I read on Catholic Culture that Mothering Sunday "became a feast day for the mothers of families. All the children who were away from home went back on that day to visit their mothers, taking with them "a present of money, a trinket, or some nice eatable, and they are all anxious not to fail in this custom." The "nice eatable" was often a mothering cake. Exactly what this was made of seems uncertain, but at any rate it was highly ornamented and adorned." (Re-posted from last year...)

Last year my boys choose a Strawberry Cheesecake for me, which was delicious!! This year, since we spent yesterday traveling home from California and (once again) would not have time to bake a special cake, we picked up a couple Coffeecakes from my favorite childhood bakery before we left California yesterday!!!! We choose a Pineapple Coffeecake and a German Chocolate Coffee Cake. YUMMMM!!!! They look absolutely delicious, in addition to reminding me of so many joyous occasions from my childhood. Now, since we are home from Mass, I am off to brew a fresh pot of coffee, and to spend a nice, relaxing day at home with my family!

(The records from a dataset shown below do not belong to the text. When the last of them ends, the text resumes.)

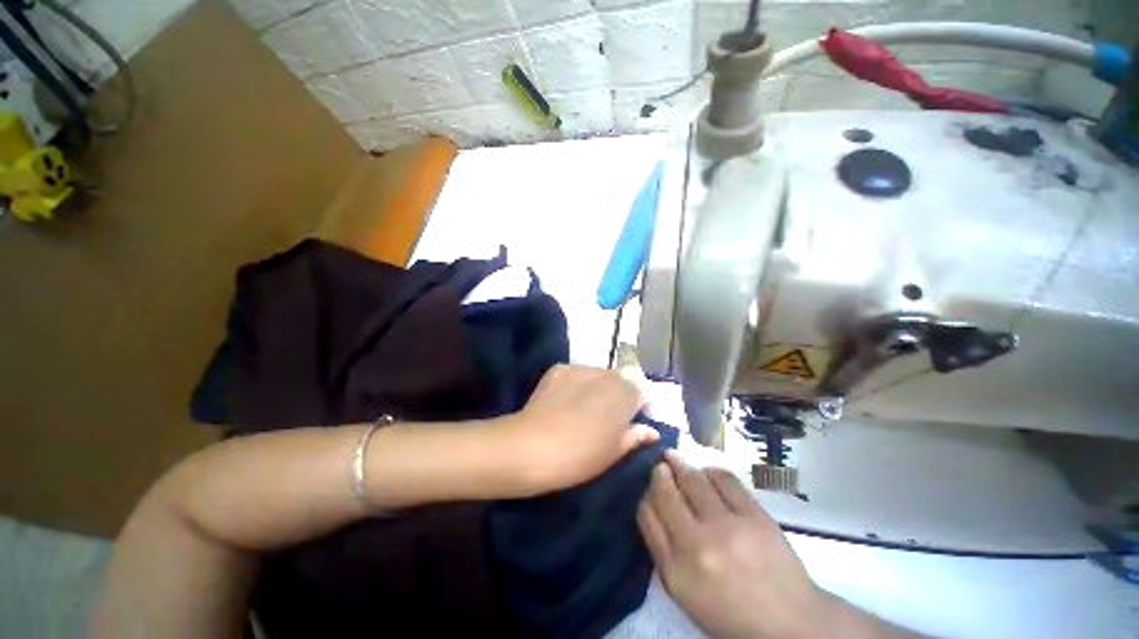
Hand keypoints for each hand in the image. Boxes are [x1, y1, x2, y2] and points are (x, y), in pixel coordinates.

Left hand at [506, 364, 657, 492]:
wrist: (533, 447)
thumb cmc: (581, 456)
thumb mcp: (614, 452)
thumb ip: (635, 435)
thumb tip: (651, 430)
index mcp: (625, 393)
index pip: (641, 391)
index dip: (638, 406)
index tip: (630, 421)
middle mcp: (606, 374)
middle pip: (619, 380)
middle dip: (617, 395)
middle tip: (605, 417)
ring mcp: (581, 368)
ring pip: (597, 375)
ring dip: (597, 388)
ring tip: (583, 408)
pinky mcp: (559, 368)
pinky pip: (576, 374)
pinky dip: (576, 384)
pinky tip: (565, 401)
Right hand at [637, 453, 825, 638]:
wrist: (789, 623)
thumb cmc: (730, 612)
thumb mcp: (685, 594)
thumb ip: (663, 551)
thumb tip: (654, 507)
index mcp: (675, 571)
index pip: (647, 515)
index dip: (646, 495)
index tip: (651, 490)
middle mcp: (696, 545)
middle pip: (665, 492)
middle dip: (659, 473)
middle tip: (661, 466)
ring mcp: (727, 528)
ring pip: (692, 479)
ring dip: (679, 463)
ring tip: (675, 458)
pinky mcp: (754, 516)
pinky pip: (724, 479)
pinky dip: (710, 471)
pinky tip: (707, 473)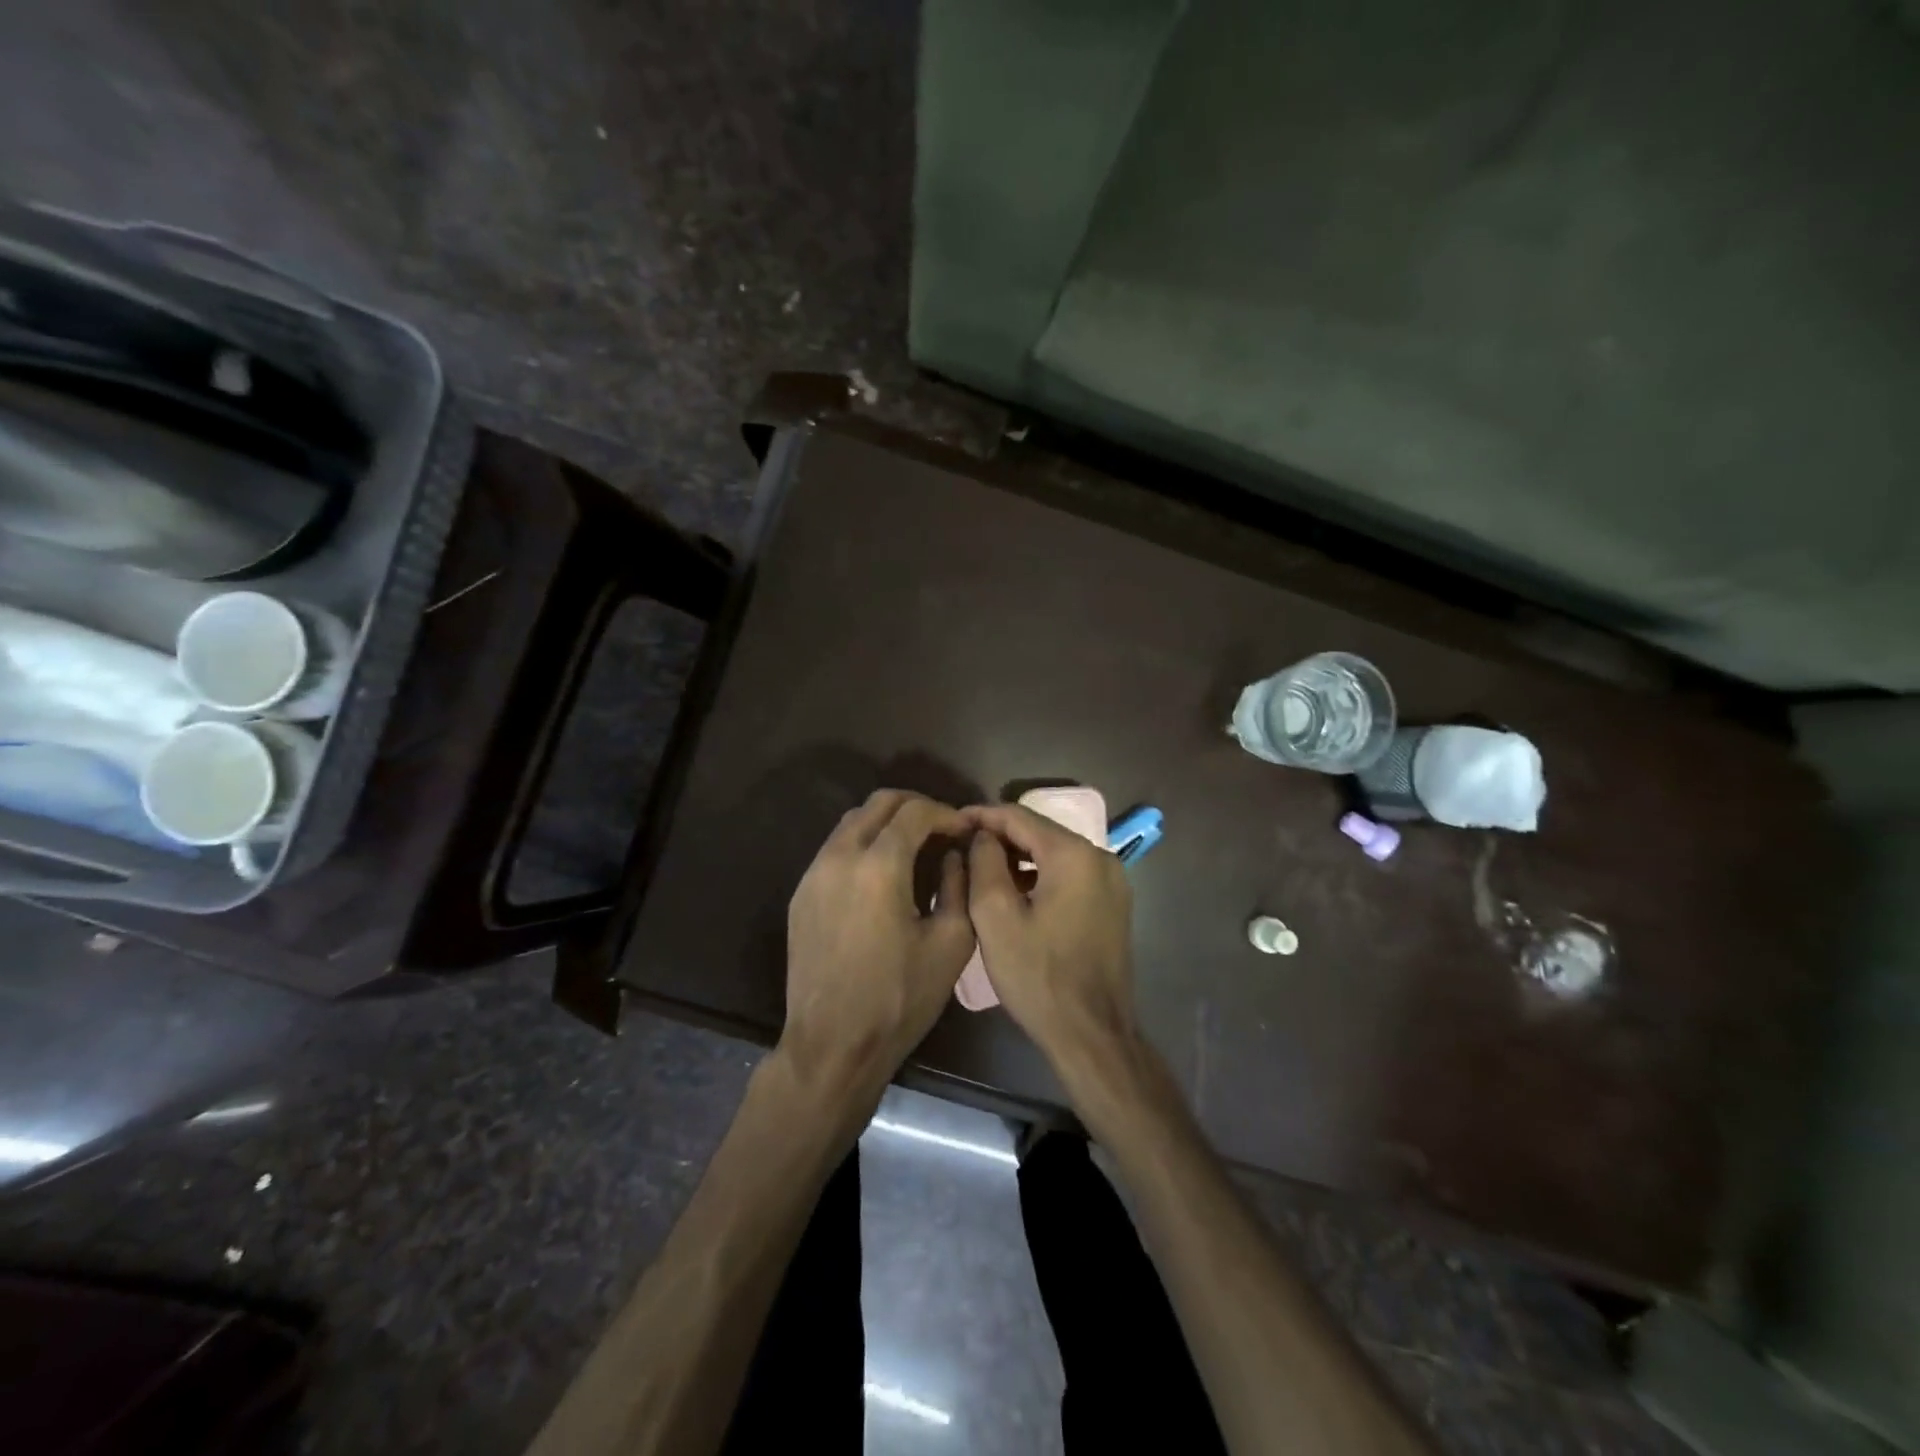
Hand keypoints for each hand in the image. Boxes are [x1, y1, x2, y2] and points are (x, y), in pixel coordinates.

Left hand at [779, 790, 975, 1107]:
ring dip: (886, 823)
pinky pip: (834, 849)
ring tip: (915, 847)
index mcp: (879, 866)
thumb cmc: (899, 998)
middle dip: (916, 806)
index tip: (965, 830)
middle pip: (879, 803)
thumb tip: (955, 854)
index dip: (946, 813)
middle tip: (942, 829)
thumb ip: (959, 885)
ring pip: (852, 822)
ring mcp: (813, 874)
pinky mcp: (801, 894)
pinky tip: (882, 874)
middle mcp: (840, 856)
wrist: (832, 1045)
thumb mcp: (951, 943)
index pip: (915, 811)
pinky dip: (863, 844)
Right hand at [963, 803, 1138, 1070]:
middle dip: (1000, 836)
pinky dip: (1040, 875)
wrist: (1091, 1033)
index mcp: (1074, 854)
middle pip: (1040, 832)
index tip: (952, 822)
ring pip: (1055, 854)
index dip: (982, 815)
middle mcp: (1100, 858)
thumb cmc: (1038, 975)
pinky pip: (1069, 875)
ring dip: (1019, 857)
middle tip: (962, 845)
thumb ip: (984, 863)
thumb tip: (983, 836)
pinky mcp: (1112, 905)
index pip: (1019, 816)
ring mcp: (1112, 882)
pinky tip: (1014, 892)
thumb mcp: (995, 917)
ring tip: (981, 867)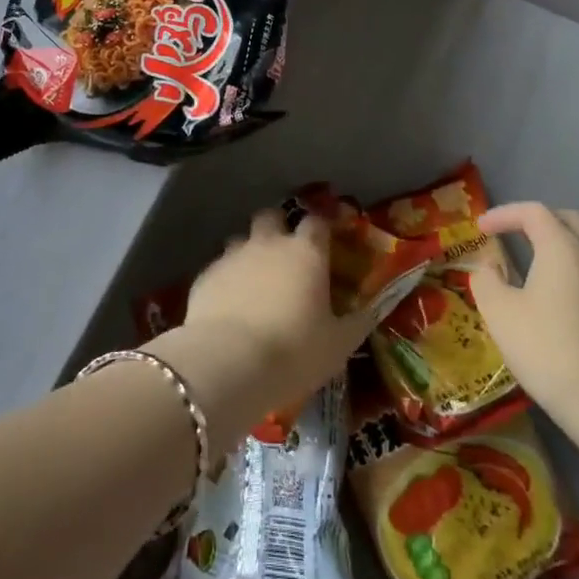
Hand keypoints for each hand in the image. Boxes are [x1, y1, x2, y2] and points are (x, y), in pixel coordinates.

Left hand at [150, 209, 372, 452]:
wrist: (229, 362)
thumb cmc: (294, 351)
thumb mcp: (339, 344)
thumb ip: (358, 322)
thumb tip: (374, 309)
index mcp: (306, 252)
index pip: (317, 221)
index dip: (322, 226)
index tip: (327, 239)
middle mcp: (269, 243)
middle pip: (272, 215)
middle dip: (277, 227)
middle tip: (285, 253)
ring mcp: (233, 256)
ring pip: (241, 238)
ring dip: (248, 252)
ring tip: (254, 280)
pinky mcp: (205, 275)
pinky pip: (219, 267)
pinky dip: (226, 278)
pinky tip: (228, 304)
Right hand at [469, 202, 578, 412]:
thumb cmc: (546, 347)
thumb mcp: (500, 312)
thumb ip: (487, 280)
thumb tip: (489, 268)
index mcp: (562, 247)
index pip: (533, 212)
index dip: (504, 214)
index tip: (481, 228)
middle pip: (568, 219)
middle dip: (538, 220)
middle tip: (512, 234)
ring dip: (563, 238)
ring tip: (540, 254)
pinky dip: (576, 262)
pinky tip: (561, 287)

I hope you all have a very blessed Lætare Sunday!


  1. Our priest wore purple today - does that mean he doesn't like his mother? Or does it mean that pink just isn't his color?

  2. I was wondering last night when we went to mass why the church was wearing rose-colored vestments. . . . what a beautiful tradition! We'll have to remember it for next year.


    PS - I am glad that you are back safe and sound!

  3. I mean, the priest wearing rose-colored vestments. . . anyway! :)

  4. Happy Catholic Mother's Day! I found a really cute rose bookmark with a sweet smiling baby on it. I don't know why I feel like you are meant to have it but I do. Since I can't shake that feeling I would love to actually get it to you:o) (maybe it is from St. Therese or something!!) If it is not too off the wall, you can send me your po box and I'll mail it right away. thanks for your great blog! Praise God for you and your beautiful family.

  5. SuburbanCorrespondent ~ I'm not sure.. Hopefully he likes his mother! Maybe his parish only had pink vestments and not rose colored. Fr. Z has some interesting posts on the differences in "rose" vs. "pink". lol!

    Sarah ~ Isn't it great learning about all the traditions in our Church!?! =)

    Anonymous ~ Thank you! That is very sweet of you!